Доказательство представляло собой гигантскую цепочку рассуждений, весьма хитроумно выстроенных из сотен математических вычислений, склеенных воедино логическими связями. Если всего лишь одно вычисление оказалось бы ошибочным, или одно звено разорвалось, то все доказательство могло бы обесцениться. Уайлс, вернувшийся в Принстон, с беспокойством ждал, когда рецензенты завершат свою работу. «Мне не хотелось праздновать победу до тех пор, пока проверка не будет закончена. Я занимался, в основном, ответами на вопросы, которые получал по электронной почте от рецензентов. У меня была уверенность, что ни один из этих вопросов не доставит мне особых хлопот». Прежде чем предоставить доказательство референтам, Уайлс проверил и перепроверил его сам, и поэтому был уверен, что те вряд ли сумеют обнаружить в его рукописи что-нибудь, кроме математического эквивалента грамматических ошибок или опечаток — тривиальных ошибок, которые он сможет легко исправить.
«Вопросы возникали вплоть до августа, — вспоминает Катц, — пока я не наткнулся на нечто, показавшееся еще одной небольшой проблемой. Где-то около 23 августа я отправил Эндрю запрос по электронной почте. Проблема оказалась несколько более сложной, поэтому ответ Эндрю прислал по факсу. Меня этот ответ не удовлетворил, поэтому я еще раз направил Эндрю запрос по электронной почте и получил еще один ответ по факсу, который меня также не удовлетворил».
Уайлс поначалу предполагал, что очередная ошибка столь же несерьезна, как и предыдущие, но настойчивость Катца вынудила отнестись к ней серьезнее: «Я не мог немедленно ответить на заданный мне вопрос, который выглядел вполне невинно. Мне казалось, что вопрос того же порядка, что и другие, но где-то в сентябре я начал понимать, что речь шла не о какой-то незначительной трудности, а о фундаментальном пробеле. Это была ошибка в решающей части рассуждения, связанного с использованием метода Колывагина-Флаха, но настолько тонкая, что я заметил ее только после того, как мне ее указали. Описать, в чем суть ошибки в простых терминах невозможно: для этого она слишком абстрактна. Даже для того, чтобы объяснить ее математику, от последнего потребовалась бы готовность затратить два-три месяца для тщательного изучения рукописи с доказательством».

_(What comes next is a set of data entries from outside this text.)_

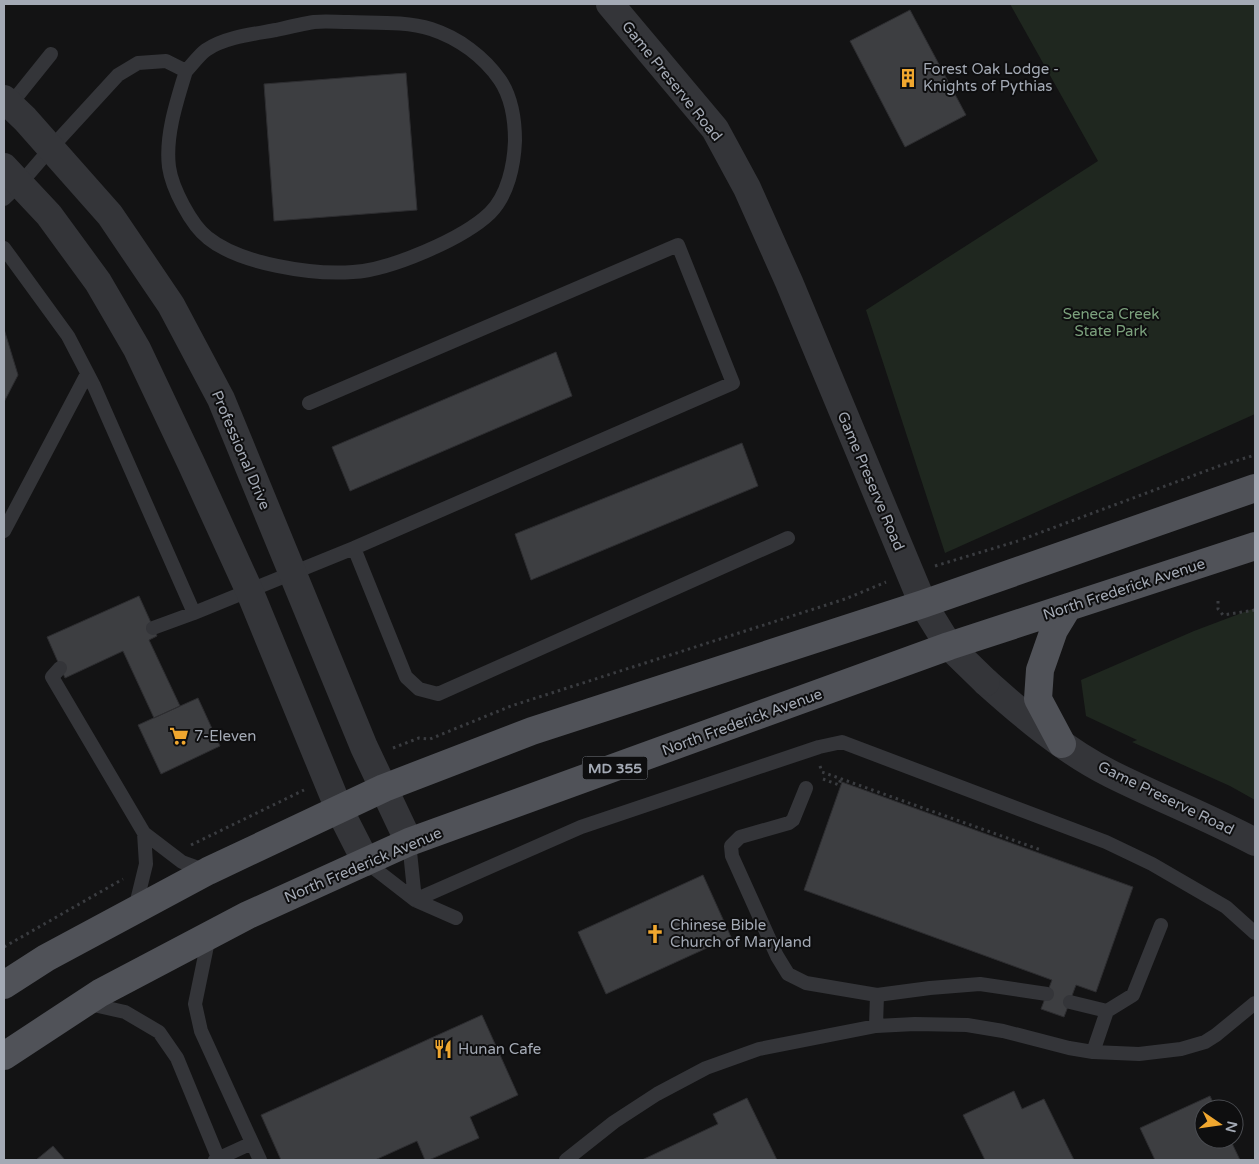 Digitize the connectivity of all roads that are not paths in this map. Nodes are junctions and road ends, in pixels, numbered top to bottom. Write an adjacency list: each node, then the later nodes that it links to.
1 (610, 4): 17 (street, Game Preserve Road)
2 (51, 54): 4 (lane)
3 (186, 71): 3 (lane); 5 (lane)
4 (7, 102): 5 (street, Professional Drive)
5 (51, 148): 6 (lane); 15 (street, Professional Drive)
6 (9, 184): 16 (street)
7 (4, 248): 8 (lane)
8 (87, 374): 11 (lane); 19 (lane)
9 (308, 403): 14 (lane)
10 (1255, 488): 17 (main road)
11 (4, 531)
12 (788, 538): 14 (lane)
13 (1255, 546): 18 (main road, North Frederick Avenue / MD 355)
14 (354, 548): 15 (lane)
15 (292, 572): 16 (lane); 24 (street, Professional Drive)
16 (249, 590): 19 (lane); 26 (street)
17 (923, 604): 21 (street, Game Preserve Road); 24 (main road)
18 (1068, 607): 21 (main road, North Frederick Avenue / MD 355); 23 (main road)
19 (194, 613): 20 (lane)
20 (153, 628)
21 (949, 646): 23 (street, Game Preserve Road); 28 (main road, North Frederick Avenue / MD 355)
22 (60, 668): 27 (lane)
23 (1062, 744): 29 (street, Game Preserve Road)
24 (384, 788): 26 (main road); 28 (street, Professional Drive)
25 (806, 788): 39 (lane)
26 (339, 809): 30 (street); 31 (main road)
27 (144, 834): 31 (lane); 33 (lane)
28 (409, 842): 30 (main road, North Frederick Avenue / MD 355); 32 (lane)
29 (1255, 842)
30 (366, 862): 32 (lane); 37 (main road, North Frederick Avenue / MD 355)
31 (208, 871): 33 (main road)
32 (414, 900): 34 (lane); 36 (lane)
33 (134, 911): 38 (main road)
34 (456, 918)
35 (1161, 925): 44 (lane)
36 (1255, 933)
37 (209, 936): 42 (main road, North Frederick Avenue / MD 355); 48 (lane)
38 (4, 986)
39 (877, 994): 40 (lane); 45 (lane)
40 (1046, 994)
41 (1070, 1002): 44 (lane)
42 (84, 1003): 47 (main road, North Frederick Avenue / MD 355); 49 (lane)
43 (1255, 1003): 46 (lane)
44 (1107, 1011): 46 (lane)
45 (876, 1026): 46 (lane); 51 (lane)
46 (1093, 1052)
47 (4, 1056)
48 (252, 1142): 49 (lane); 50 (lane)
49 (217, 1159)
50 (260, 1160)
51 (566, 1160) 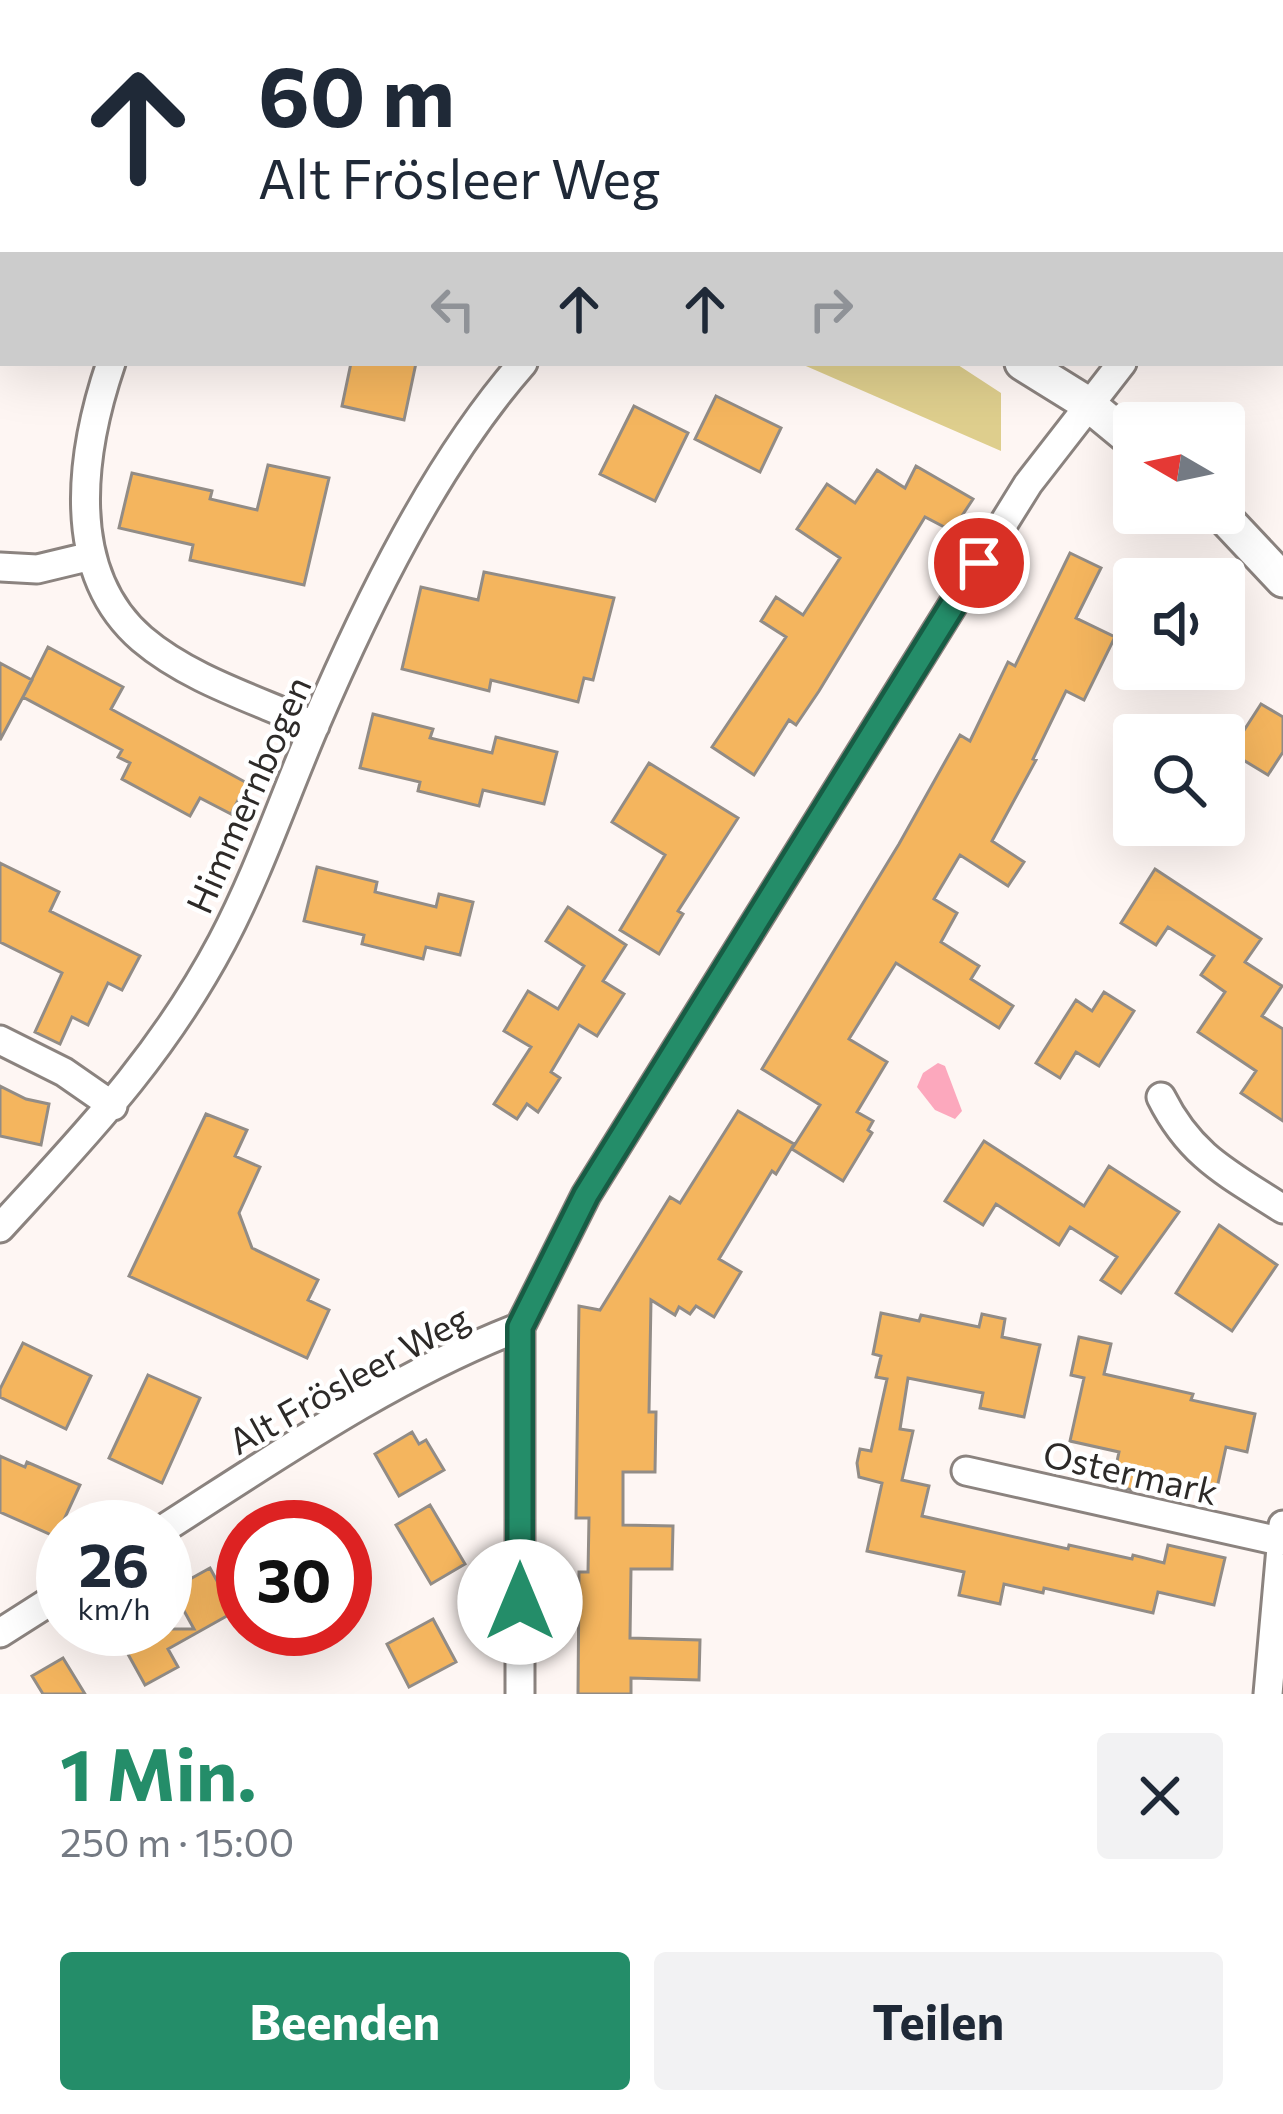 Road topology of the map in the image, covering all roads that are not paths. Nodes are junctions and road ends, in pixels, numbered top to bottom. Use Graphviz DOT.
graph roads {
  1 [pos="110,366"];
  2 [pos="521,366"];
  3 [pos="1027,366"];
  4 [pos="1120,366"];
  5 [pos="1088,404"];
  6 [pos="1113,425"];
  7 [pos="1240,534"];
  8 [pos="91,556"];
  9 [pos="0,567"];
  10 [pos="1283,580"];
  11 [pos="315,726"];
  12 [pos="0,1040"];
  13 [pos="1161,1097"];
  14 [pos="113,1106"];
  15 [pos="1283,1210"];
  16 [pos="0,1228"];
  17 [pos="520,1327"];
  18 [pos="966,1471"];
  19 [pos="192,1511"];
  20 [pos="1281,1533"];
  21 [pos="36,1610"];
  22 [pos="0,1633"];
  23 [pos="520,1694"];
  24 [pos="1268,1694"];
  1 -- 8 [label="street"];
  2 -- 11 [label="street, Himmernbogen"];
  3 -- 5 [label="street"];
  4 -- 5 [label="street, Alt Frösleer Weg"];
  5 -- 6 [label="street"];
  5 -- 17 [label="street, Alt Frösleer Weg"];
  7 -- 10 [label="street"];
  8 -- 9 [label="street"];
  8 -- 11 [label="street"];
  11 -- 14 [label="street, Himmernbogen"];
  12 -- 14 [label="street"];
  13 -- 15 [label="street"];
  14 -- 16 [label="street, Himmernbogen"];
  17 -- 19 [label="street, Alt Frösleer Weg"];
  17 -- 23 [label="street"];
  18 -- 20 [label="street, Ostermark"];
  20 -- 24 [label="street, Ostermark"];
  21 -- 22 [label="street"];
}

По существу, проблема сводилась к тому, что метод Колывагина-Флаха мог не сработать так, как было необходимо Уайлсу. Предполагалось, что доказательство, полученное для первых элементов E -рядов эллиптических кривых, и M -рядов модулярных форм, допускает обобщение на все элементы E - и M -рядов, что и позволяло применять принцип математической индукции. Первоначально метод Колывагина-Флаха был применим только при определенных ограничительных условиях, но Уайлс полагал, что ему удалось усилить метод настолько, что тот удовлетворял всем необходимым требованиям. По словам Катца, в действительности это было не так, и последствия были драматическими и опустошительными. Обнаруженная ошибка не обязательно означала, что доказательство Уайлса нельзя спасти, но одно было несомненно: Уайлсу было необходимо восполнить существенный пробел в доказательстве. Абсолютизм математики требовал, чтобы Уайлс дал не оставляющее ни малейших сомнений доказательство того, что предложенный им метод применим к каждому элементу любого E -ряда и любого M -ряда.

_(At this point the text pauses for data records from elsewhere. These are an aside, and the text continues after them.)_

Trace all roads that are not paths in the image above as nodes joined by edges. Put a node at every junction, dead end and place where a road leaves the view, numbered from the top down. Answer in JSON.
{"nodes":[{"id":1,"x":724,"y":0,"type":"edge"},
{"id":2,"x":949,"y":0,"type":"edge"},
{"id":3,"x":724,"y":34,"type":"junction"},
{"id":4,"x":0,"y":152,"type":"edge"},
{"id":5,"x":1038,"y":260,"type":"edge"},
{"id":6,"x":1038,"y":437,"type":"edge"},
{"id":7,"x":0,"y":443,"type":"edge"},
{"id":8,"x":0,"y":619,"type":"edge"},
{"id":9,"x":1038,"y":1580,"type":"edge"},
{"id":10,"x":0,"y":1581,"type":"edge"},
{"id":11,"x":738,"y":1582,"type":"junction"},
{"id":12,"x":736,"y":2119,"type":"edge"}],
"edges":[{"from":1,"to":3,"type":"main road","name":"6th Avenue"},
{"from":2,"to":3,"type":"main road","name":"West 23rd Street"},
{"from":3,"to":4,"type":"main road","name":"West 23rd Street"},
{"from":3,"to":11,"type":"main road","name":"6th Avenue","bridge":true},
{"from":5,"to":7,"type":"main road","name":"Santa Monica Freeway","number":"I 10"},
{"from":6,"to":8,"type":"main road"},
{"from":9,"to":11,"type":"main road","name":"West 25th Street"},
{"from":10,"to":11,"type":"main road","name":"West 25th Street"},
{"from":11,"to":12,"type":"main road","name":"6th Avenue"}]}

Когда Катц осознал всю важность обнаруженной им ошибки, он стал размышлять о том, почему ошибка была пропущена им весной, когда Уайлс читал ему лекции с единственной целью — выявить возможные ошибки. «Я полагаю, ответ заключается в следующем. Когда вы слушаете чью-нибудь лекцию, перед вами возникает довольно трудный выбор: понять все до мельчайших деталей или предоставить лектору излагать материал так, как было им задумано. Если вы станете перебивать лектора на каждом слове (я не понял это, не понял то), то ему никогда не удастся объяснить все, что он хотел, и вы ничего не достигнете. С другой стороны, если вы не будете прерывать лектора, то вы скоро не сможете следить за ходом рассуждений и будете лишь кивать головой из вежливости, но совершенно утратите понимание деталей. Каждый, кто слушает лекцию, стоит перед выбором — задавать ли слишком много вопросов или слишком мало вопросов. По-видимому, к концу лекций, в том месте, где проскользнула обнаруженная впоследствии ошибка, я предпочел задавать слишком мало вопросов».